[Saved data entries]
[Start of Attachment]

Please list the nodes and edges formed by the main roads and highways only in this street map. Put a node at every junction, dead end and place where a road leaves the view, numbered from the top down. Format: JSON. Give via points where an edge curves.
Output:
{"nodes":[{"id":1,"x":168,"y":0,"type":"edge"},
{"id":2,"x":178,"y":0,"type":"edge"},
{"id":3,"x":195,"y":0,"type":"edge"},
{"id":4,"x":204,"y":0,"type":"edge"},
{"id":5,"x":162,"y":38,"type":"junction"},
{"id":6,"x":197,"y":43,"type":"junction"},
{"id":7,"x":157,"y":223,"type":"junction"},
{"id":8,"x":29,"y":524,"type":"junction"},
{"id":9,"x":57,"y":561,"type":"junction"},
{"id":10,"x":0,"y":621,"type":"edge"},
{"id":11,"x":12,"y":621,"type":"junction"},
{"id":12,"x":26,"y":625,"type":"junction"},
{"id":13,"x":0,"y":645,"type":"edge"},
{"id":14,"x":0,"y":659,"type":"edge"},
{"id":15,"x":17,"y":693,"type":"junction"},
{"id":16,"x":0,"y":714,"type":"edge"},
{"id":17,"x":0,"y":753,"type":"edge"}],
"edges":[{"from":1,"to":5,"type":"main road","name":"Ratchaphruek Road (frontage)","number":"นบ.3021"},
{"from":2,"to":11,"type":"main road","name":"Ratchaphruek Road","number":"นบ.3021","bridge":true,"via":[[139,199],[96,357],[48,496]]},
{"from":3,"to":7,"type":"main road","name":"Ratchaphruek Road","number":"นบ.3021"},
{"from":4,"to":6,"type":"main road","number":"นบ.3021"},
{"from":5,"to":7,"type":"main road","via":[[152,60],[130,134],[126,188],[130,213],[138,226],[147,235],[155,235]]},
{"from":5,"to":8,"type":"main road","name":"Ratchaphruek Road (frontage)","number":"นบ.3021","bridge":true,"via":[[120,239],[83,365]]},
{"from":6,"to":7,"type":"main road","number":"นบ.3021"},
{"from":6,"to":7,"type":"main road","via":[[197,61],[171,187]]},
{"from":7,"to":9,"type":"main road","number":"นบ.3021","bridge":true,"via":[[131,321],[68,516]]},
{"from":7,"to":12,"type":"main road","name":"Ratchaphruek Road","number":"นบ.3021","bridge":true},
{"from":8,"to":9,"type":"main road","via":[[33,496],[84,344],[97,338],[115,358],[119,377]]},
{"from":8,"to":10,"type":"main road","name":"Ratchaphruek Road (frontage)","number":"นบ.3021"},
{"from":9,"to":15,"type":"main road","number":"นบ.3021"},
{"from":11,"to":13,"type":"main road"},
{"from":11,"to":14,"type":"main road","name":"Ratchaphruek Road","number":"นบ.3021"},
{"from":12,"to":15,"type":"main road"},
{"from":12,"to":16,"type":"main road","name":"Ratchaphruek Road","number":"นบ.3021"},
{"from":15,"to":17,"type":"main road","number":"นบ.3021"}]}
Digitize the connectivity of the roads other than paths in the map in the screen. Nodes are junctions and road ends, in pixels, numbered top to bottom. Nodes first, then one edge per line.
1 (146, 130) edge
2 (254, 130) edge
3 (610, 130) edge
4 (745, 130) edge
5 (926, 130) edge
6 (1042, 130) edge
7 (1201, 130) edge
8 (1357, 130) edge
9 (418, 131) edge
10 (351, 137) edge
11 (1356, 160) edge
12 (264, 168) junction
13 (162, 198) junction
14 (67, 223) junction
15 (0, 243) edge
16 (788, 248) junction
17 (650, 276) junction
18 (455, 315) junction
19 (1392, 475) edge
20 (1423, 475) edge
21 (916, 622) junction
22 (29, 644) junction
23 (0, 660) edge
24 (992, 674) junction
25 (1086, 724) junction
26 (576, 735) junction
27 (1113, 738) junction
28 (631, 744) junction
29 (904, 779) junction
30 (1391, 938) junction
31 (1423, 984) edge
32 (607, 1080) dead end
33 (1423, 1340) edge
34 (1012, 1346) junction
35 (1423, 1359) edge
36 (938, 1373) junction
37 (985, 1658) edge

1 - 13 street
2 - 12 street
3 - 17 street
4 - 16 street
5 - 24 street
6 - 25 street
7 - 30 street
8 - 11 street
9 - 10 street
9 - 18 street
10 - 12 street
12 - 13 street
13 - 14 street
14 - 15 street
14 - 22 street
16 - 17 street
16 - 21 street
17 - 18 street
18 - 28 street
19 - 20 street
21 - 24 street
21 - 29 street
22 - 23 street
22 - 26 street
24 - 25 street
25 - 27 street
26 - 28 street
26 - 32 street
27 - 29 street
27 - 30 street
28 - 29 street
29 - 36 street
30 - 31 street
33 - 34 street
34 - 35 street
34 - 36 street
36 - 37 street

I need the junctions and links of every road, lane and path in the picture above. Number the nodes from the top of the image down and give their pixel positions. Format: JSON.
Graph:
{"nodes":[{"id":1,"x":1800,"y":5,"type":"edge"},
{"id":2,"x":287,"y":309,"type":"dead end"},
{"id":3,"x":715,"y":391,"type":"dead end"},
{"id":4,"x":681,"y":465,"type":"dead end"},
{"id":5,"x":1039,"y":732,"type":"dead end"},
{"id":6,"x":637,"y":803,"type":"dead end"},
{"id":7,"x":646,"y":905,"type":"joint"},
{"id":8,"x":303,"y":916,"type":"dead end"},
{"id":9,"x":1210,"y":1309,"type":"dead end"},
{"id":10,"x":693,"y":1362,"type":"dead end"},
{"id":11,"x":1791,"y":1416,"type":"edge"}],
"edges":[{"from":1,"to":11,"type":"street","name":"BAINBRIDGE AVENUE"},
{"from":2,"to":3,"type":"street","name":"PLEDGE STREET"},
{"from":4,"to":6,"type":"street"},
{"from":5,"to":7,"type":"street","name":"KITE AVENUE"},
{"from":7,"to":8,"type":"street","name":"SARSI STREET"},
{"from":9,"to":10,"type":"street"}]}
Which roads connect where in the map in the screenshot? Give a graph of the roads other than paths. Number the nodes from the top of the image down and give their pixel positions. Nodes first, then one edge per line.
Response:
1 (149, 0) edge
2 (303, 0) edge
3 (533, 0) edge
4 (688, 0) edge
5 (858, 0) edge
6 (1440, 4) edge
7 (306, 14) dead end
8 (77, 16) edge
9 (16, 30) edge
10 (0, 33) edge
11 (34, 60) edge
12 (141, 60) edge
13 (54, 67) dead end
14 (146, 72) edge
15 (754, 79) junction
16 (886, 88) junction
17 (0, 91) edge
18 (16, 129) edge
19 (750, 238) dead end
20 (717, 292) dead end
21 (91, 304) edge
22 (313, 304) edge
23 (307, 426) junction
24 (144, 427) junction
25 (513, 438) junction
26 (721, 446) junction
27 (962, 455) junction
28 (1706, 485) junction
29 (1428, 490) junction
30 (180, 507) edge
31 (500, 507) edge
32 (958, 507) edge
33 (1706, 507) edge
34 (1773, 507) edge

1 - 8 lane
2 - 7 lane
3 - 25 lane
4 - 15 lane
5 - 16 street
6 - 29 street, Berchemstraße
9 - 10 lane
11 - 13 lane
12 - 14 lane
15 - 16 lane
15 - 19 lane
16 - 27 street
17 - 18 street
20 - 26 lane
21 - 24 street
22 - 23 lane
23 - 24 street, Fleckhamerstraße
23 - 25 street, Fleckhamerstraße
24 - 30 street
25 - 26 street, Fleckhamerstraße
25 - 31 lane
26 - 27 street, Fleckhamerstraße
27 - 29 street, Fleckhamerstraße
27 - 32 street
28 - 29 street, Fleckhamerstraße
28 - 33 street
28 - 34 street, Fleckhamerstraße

[End of Attachment]

▶ **Work task**: Output the lines above exactly, but only those between the line holding "I need the junctions" and the line holding "Which roads connect", inclusive.

▶ **Exercise result**:
I need the junctions and links of every road, lane and path in the picture above. Number the nodes from the top of the image down and give their pixel positions. Format: JSON.
Graph:
{"nodes":[{"id":1,"x":1800,"y":5,"type":"edge"},
{"id":2,"x":287,"y":309,"type":"dead end"},
{"id":3,"x":715,"y":391,"type":"dead end"},
{"id":4,"x":681,"y":465,"type":"dead end"},
{"id":5,"x":1039,"y":732,"type":"dead end"},
{"id":6,"x":637,"y":803,"type":"dead end"},
{"id":7,"x":646,"y":905,"type":"joint"},
{"id":8,"x":303,"y":916,"type":"dead end"},
{"id":9,"x":1210,"y":1309,"type":"dead end"},
{"id":10,"x":693,"y":1362,"type":"dead end"},
{"id":11,"x":1791,"y":1416,"type":"edge"}],
"edges":[{"from":1,"to":11,"type":"street","name":"BAINBRIDGE AVENUE"},
{"from":2,"to":3,"type":"street","name":"PLEDGE STREET"},
{"from":4,"to":6,"type":"street"},
{"from":5,"to":7,"type":"street","name":"KITE AVENUE"},
{"from":7,"to":8,"type":"street","name":"SARSI STREET"},
{"from":9,"to":10,"type":"street"}]}
Which roads connect where in the map in the screenshot? Give a graph of the roads other than paths. Number the nodes from the top of the image down and give their pixel positions. Nodes first, then one edge per line.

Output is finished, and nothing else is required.